The ins and outs of checklists
Mistakes happen. Sometimes we forget. Perhaps we’re stressed by tight deadlines. Or maybe we assume that something’s been done, and we skip steps. In investigations, risk is all about what we’re missing, and skipping steps can lead to trouble. Enter the checklist.
While listening to a recent episode of one of my favorite podcasts, Hidden Brain, I learned about the work of surgeon Atul Gawande and his book, The Checklist Manifesto. As a frequent user of checklists – which really come in handy when you’re running a business and trying to have a life – I was hooked, and I immediately bought the book.
In it, Gawande writes about his extensive research into finding a way to reduce preventable errors in surgery, which led him to explore the effectiveness of checklists. He studied their use in aviation, building construction, and financial investing. He found that specialization and super specialization aren’t enough, because even the experts make mistakes. Gwande concluded that checklists work – for many reasons, including:
- Establishing the minimum steps necessary
- Verifying what steps have been completed
- Creating discipline
- Setting standards for higher performance
The author also emphasizes that checklists benefit practitioners in all industries, which, of course, made me think about investigations. I realized that, while I’ve created checklists for some processes, as a solopreneur I tend to keep my checklists in my head, relying on memory rather than committing them to paper. And sometimes I forget to use them. Time for a checklist makeover.
First, what are some best practices? According to Gawande, good checklists are precise, efficient, and easy to use. They don’t spell everything out and, instead, provide reminders of the most critical and important steps. They’re also “practical and field-tested.” An effective checklist needs clearly defined “pause points” for decision-making and evaluation. Use brief, clear language and organize your checklist in a user-friendly format. We also need need different types of checklists: One with all the tasks, and one for communications (checkpoints for information sharing before proceeding to the next steps).
But what about preparing for the unexpected? Like surgery, once an investigation gets started, we can’t anticipate what we’ll find that could mean a change in direction. That’s when your communication plan, or your pause points, come into play. Stop, evaluate, and recalibrate.
It’s important to note – and not covered enough in the book – is that checklists are dynamic. Build in the specified timing and process for updating, and review for outdated assumptions (e.g., changing client needs). Does your checklist still accomplish what it’s designed to accomplish? Technologies, sources, and priorities change, and so do our processes.
Also not emphasized enough in the book is the role of teamwork in developing and maintaining checklists. For example, when Mary Ellen Bates joined the team as our media researcher, I shared with her a checklist I had been using. After just a short time, we both realized that – while the checklist worked for me while I worked alone – it wasn’t working for us as a team.

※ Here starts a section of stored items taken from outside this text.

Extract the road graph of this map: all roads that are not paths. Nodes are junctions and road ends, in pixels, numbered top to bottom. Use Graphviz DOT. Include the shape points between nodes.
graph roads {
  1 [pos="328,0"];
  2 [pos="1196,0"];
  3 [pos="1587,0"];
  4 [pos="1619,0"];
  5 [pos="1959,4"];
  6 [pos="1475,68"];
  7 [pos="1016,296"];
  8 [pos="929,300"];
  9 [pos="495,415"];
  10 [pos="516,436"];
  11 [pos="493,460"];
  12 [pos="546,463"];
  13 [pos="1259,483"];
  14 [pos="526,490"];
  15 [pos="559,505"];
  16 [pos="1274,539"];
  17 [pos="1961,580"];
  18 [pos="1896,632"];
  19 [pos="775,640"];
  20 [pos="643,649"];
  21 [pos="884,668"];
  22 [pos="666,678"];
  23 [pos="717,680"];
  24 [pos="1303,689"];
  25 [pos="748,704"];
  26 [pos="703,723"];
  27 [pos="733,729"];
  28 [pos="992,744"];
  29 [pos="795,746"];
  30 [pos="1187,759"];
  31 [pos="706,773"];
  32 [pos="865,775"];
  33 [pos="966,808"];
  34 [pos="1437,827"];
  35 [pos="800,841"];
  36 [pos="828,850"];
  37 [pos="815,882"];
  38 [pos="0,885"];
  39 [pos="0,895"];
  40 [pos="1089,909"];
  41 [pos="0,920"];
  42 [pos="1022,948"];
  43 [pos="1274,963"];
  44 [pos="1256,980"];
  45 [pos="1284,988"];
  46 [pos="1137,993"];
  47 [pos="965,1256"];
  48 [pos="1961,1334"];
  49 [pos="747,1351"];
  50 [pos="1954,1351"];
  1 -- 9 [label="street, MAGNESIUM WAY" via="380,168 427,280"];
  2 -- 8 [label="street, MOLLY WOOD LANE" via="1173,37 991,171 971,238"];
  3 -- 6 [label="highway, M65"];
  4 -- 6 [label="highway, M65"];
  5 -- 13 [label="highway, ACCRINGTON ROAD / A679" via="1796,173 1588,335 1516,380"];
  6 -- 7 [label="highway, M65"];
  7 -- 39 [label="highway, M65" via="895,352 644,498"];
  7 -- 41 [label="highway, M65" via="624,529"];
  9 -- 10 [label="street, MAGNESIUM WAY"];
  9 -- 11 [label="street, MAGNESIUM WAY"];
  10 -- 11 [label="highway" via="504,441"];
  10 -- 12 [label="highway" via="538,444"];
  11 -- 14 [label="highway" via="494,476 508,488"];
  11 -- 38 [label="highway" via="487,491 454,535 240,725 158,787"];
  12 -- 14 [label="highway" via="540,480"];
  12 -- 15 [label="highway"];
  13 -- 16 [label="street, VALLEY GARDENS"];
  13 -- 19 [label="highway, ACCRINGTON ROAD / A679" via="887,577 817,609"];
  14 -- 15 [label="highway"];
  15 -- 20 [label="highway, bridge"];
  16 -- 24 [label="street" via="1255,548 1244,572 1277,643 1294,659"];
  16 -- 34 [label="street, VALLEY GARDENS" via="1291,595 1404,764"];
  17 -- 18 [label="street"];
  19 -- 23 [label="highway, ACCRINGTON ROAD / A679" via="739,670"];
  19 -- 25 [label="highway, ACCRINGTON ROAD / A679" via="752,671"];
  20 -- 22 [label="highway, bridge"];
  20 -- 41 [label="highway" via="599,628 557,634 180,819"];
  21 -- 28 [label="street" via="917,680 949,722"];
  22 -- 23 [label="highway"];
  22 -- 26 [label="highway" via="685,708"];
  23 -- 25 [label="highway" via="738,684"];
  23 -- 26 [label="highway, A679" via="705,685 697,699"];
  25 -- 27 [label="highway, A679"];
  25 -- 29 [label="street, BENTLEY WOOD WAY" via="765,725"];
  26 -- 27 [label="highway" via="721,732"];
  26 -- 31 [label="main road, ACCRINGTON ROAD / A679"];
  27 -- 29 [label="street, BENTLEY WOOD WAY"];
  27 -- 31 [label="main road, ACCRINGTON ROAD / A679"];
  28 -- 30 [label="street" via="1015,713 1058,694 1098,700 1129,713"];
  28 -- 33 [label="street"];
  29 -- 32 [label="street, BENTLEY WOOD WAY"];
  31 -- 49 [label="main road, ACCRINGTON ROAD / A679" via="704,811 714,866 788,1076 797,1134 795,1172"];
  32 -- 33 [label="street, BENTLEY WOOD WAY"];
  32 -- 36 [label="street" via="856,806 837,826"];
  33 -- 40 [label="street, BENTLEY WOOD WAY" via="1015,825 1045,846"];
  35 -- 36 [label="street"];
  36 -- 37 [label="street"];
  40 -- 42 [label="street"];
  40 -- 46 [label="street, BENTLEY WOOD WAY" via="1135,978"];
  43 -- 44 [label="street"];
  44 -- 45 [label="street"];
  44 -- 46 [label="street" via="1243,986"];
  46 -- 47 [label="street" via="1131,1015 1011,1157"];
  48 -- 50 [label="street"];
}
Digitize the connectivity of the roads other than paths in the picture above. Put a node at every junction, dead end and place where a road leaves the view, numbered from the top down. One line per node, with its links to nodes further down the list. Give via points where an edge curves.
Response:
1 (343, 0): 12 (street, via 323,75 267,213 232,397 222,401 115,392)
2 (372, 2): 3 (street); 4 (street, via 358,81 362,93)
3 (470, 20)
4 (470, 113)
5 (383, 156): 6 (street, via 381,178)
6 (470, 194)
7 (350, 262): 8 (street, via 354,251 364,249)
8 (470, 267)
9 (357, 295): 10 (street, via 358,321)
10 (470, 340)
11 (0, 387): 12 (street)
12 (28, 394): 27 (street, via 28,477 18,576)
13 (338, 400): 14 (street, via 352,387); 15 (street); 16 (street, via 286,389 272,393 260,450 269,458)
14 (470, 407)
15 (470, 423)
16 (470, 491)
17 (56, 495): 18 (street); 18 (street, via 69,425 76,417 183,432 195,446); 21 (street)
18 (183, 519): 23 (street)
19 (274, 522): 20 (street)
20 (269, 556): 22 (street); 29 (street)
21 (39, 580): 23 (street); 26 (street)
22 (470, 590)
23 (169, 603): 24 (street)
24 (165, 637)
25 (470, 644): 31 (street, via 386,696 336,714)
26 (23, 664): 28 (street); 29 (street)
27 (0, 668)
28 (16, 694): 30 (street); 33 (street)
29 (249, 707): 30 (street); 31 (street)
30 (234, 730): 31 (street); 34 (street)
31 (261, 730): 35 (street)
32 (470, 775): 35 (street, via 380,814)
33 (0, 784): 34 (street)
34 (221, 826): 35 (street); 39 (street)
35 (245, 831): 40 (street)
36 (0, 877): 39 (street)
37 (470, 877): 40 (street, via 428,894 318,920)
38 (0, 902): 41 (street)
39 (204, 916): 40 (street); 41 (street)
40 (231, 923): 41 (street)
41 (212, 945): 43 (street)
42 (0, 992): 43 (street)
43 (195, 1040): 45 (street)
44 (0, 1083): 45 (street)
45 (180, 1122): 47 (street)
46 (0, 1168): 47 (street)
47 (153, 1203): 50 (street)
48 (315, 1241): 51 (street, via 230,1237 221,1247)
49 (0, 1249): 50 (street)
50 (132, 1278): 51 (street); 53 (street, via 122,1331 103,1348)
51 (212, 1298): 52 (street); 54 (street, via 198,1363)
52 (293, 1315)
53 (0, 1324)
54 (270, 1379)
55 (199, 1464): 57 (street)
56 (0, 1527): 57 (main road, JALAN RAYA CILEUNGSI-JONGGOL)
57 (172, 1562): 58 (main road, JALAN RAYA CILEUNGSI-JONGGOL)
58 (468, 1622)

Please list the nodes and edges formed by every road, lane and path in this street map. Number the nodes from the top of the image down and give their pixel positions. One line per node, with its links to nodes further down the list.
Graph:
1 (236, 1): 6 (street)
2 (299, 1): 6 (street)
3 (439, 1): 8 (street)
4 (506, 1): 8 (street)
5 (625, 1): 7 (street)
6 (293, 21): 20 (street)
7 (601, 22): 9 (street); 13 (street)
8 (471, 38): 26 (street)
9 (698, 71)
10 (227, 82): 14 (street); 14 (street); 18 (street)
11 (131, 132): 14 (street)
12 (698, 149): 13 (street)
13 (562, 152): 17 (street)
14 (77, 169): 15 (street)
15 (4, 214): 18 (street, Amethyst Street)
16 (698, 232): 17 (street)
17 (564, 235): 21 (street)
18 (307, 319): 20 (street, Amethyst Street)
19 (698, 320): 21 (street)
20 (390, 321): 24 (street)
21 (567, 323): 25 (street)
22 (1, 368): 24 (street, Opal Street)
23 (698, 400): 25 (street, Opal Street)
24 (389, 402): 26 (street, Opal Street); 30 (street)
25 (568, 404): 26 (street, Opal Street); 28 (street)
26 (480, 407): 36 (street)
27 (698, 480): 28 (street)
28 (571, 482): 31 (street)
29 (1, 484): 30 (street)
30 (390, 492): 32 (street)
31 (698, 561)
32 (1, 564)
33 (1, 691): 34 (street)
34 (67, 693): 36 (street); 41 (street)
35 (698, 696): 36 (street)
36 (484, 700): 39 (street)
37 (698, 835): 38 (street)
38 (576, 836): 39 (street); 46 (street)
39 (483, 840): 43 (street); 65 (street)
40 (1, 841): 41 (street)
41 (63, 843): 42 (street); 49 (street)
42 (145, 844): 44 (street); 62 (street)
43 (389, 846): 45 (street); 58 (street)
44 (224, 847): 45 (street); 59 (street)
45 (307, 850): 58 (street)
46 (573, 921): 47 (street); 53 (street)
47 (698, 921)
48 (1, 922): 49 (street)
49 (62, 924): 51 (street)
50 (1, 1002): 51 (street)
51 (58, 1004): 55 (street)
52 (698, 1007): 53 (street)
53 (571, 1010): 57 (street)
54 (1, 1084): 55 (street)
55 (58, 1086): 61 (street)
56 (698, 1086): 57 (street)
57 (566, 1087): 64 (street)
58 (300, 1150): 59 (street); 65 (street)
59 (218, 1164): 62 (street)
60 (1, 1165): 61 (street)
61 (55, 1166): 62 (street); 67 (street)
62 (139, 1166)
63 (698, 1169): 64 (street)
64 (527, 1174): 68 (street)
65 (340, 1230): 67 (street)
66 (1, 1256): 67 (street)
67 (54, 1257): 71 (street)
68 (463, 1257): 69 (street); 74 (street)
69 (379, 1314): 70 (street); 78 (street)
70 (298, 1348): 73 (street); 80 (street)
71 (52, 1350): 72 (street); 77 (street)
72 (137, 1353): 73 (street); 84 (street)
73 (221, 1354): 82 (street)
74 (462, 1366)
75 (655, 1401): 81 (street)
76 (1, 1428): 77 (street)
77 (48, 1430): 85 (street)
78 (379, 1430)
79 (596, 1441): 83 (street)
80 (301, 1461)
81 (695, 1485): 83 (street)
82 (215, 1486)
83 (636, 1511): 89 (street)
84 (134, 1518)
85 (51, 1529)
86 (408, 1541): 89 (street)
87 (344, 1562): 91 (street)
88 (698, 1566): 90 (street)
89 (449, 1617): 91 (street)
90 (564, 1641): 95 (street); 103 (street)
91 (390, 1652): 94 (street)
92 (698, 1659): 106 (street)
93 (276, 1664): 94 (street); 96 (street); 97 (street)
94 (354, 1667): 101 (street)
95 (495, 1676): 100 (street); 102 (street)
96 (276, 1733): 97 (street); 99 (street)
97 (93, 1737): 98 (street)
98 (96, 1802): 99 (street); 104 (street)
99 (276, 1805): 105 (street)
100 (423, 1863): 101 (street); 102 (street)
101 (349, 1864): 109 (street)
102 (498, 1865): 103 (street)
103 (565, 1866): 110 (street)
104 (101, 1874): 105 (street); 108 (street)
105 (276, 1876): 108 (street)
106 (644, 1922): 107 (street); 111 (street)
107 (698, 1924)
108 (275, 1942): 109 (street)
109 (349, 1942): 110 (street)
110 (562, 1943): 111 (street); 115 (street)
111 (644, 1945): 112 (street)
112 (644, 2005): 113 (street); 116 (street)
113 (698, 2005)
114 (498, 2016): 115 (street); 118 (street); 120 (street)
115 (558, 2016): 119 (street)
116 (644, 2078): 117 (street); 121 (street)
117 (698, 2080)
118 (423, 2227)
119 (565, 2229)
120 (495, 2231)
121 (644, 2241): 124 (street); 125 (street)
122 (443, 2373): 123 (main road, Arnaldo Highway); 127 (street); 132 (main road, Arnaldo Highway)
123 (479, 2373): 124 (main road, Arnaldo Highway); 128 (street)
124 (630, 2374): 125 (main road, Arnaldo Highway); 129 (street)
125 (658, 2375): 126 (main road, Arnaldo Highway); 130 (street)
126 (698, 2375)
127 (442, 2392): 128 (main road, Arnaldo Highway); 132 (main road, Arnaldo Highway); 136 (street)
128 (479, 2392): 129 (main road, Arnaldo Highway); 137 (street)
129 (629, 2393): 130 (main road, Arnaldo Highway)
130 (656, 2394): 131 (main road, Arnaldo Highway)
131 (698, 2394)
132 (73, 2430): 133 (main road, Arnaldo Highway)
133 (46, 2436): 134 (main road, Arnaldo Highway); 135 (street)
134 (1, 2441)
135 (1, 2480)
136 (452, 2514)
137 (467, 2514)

We spent an entire day tearing apart our processes and revising the checklist. Now we both know the minimum requirements for the media report, when to veer from standard procedure, and critical check-in points.
The Checklist Manifesto definitely wasn’t one of my favorite books. It was difficult to get through, and I’ll admit to my fair share of skimming. But it’s motivated me to update my old checklists and create some new ones. It’s also provided some important guidelines and reminders on how to make them more effective. Here are some checklists that I’m working on now:
- Background investigations (other than the media report)
- Media report
- Information Security Program policies and procedures
- Blogging tasks
What checklists do you use to stay on task?